A Study on the Dynamic Mechanism of the Formation of Mesoscale Vortex in Col Field

The mesoscale vortex associated with a mesoscale low-level jet (mLLJ) usually causes heavy rainfall in the col field. The col field is defined as a region between two highs and two lows, with the isobaric surface similar to a col. Using a two-dimensional shallow water model, the meso-β scale vortex couplets (MβVCs) induced by eight types of mesoscale wind perturbations in an ideal col field were numerically simulated. With the sizes of ～100 km, the MβVCs induced by northerly perturbation (NP) and southerly perturbation (SP) moved toward the col point. The sizes of MβVCs induced by southwesterly perturbation (SWP), southeasterly perturbation (SEP), northwesterly perturbation (NWP), and northeasterly perturbation (NEP) were relatively small for the perturbations moving toward dilatation axis.

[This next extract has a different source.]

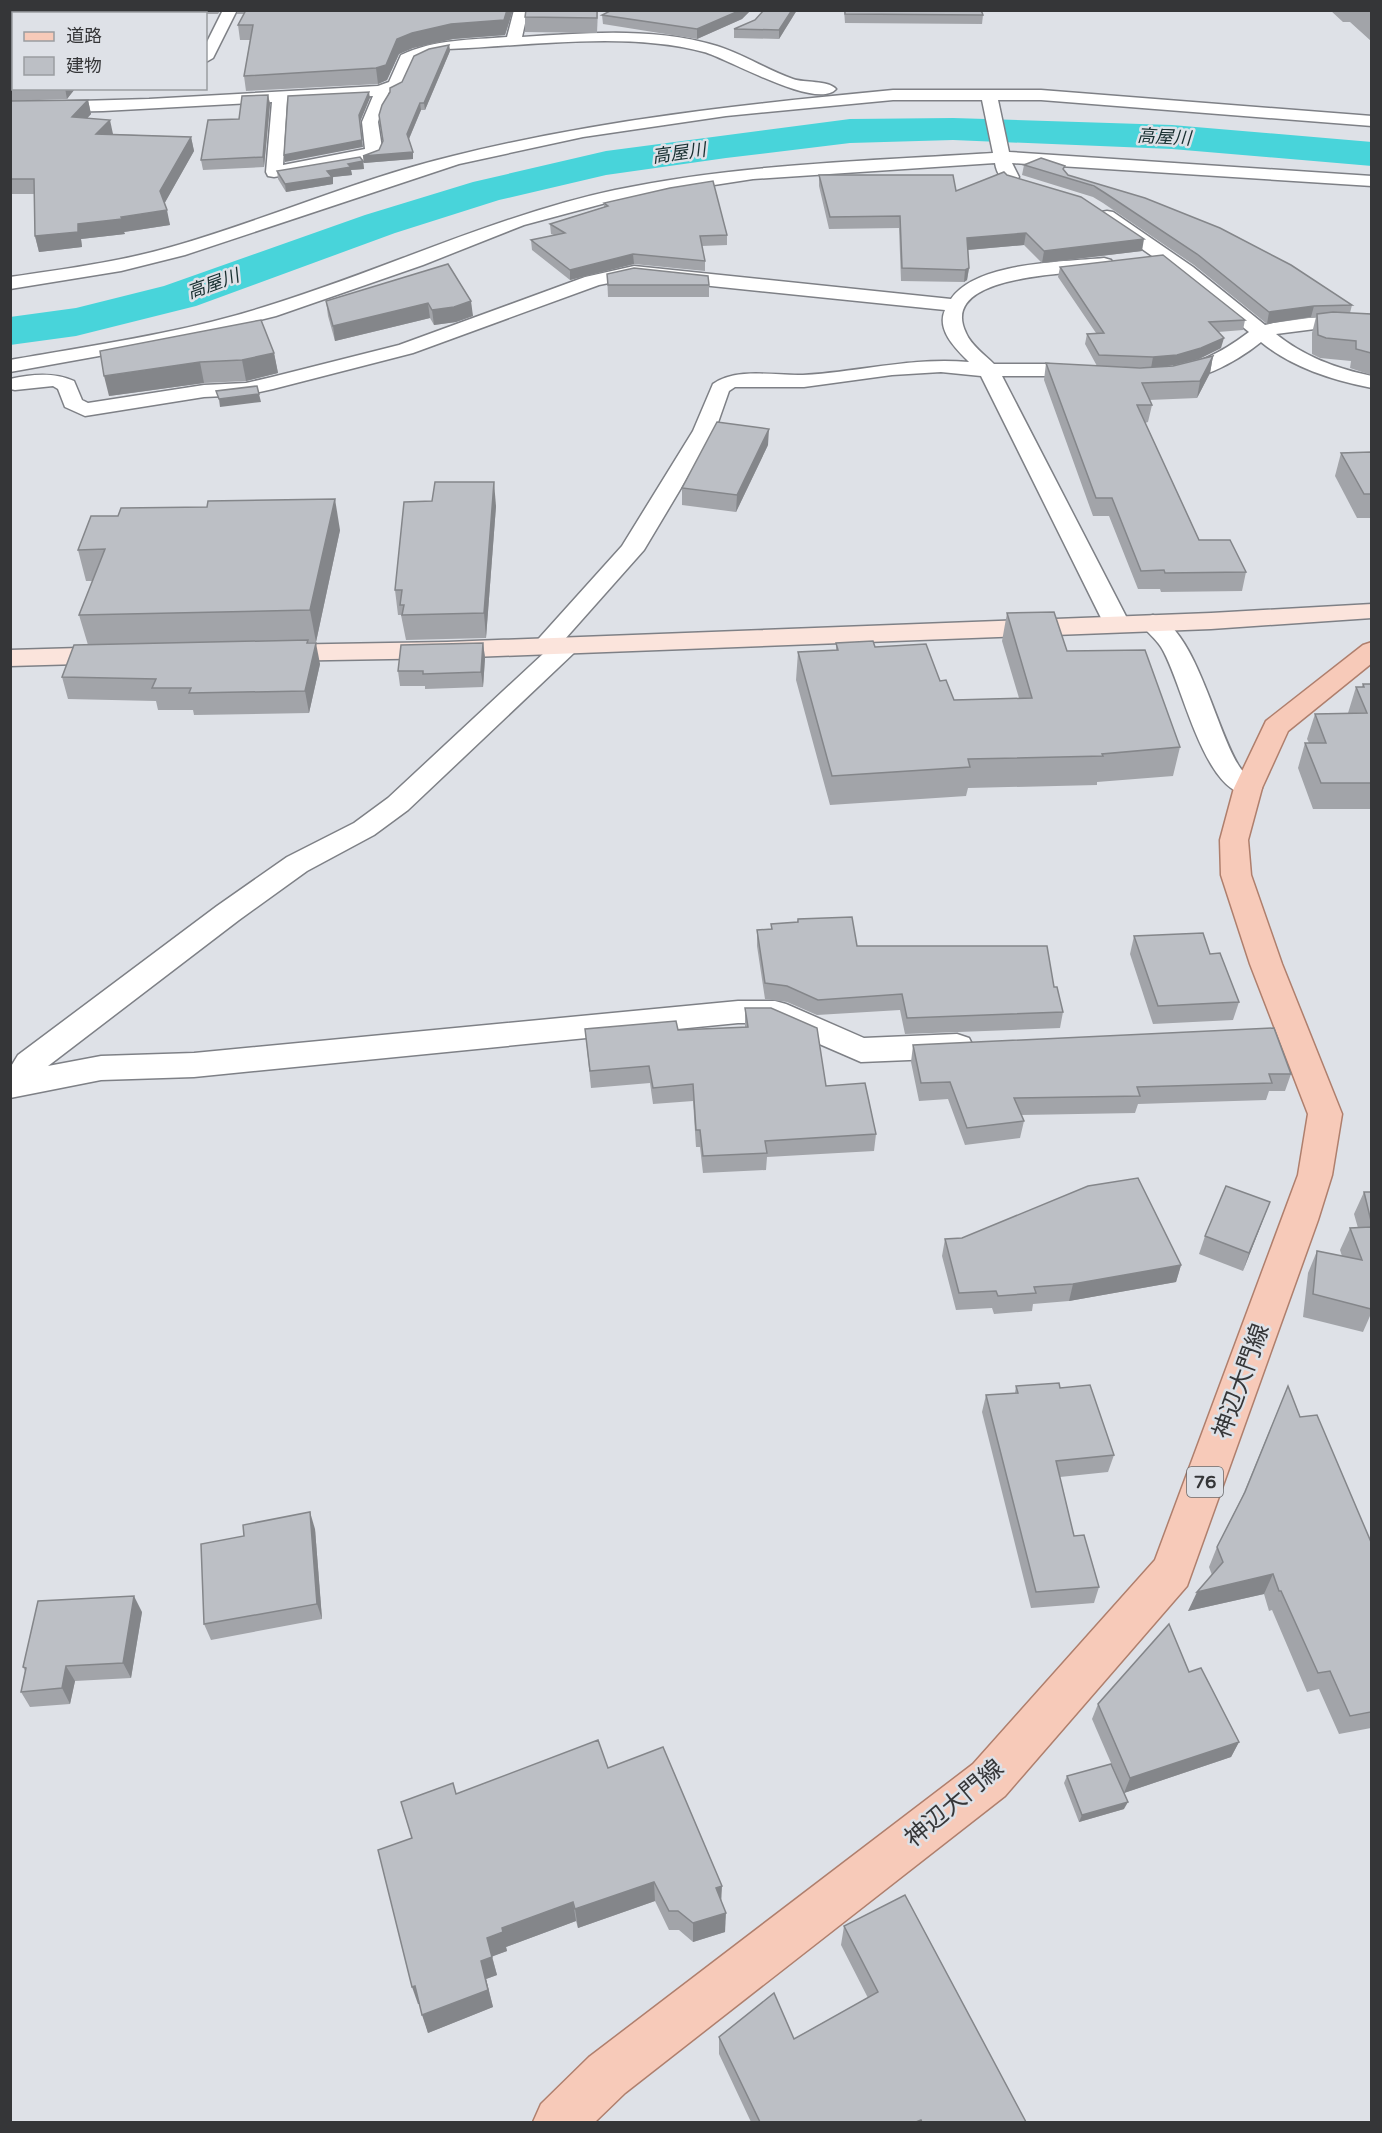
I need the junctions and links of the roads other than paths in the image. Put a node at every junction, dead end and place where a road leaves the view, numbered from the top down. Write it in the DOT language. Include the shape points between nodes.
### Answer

The MβVC induced by easterly perturbation (EP) and westerly perturbation (WP) could not develop because they quickly moved away from the col point, before the circulation could form. The size of the circulation was determined by the distance between the vortex and the col point. The closer to the col point the vortex was, the larger the size of vortex. The comparisons of maximum vorticity and vorticity root mean square error (RMSE) of the NP, the SWP, and the WP show that the maximum vorticity and the vorticity RMSE of the NP decreased slower than other perturbations. Therefore, the weak environment of the col field favors the maintenance of vorticity and the formation of vortex. When a mesoscale vortex forms near the col point or moves toward the col point, it may maintain a quasi-stationary state in the stable col field.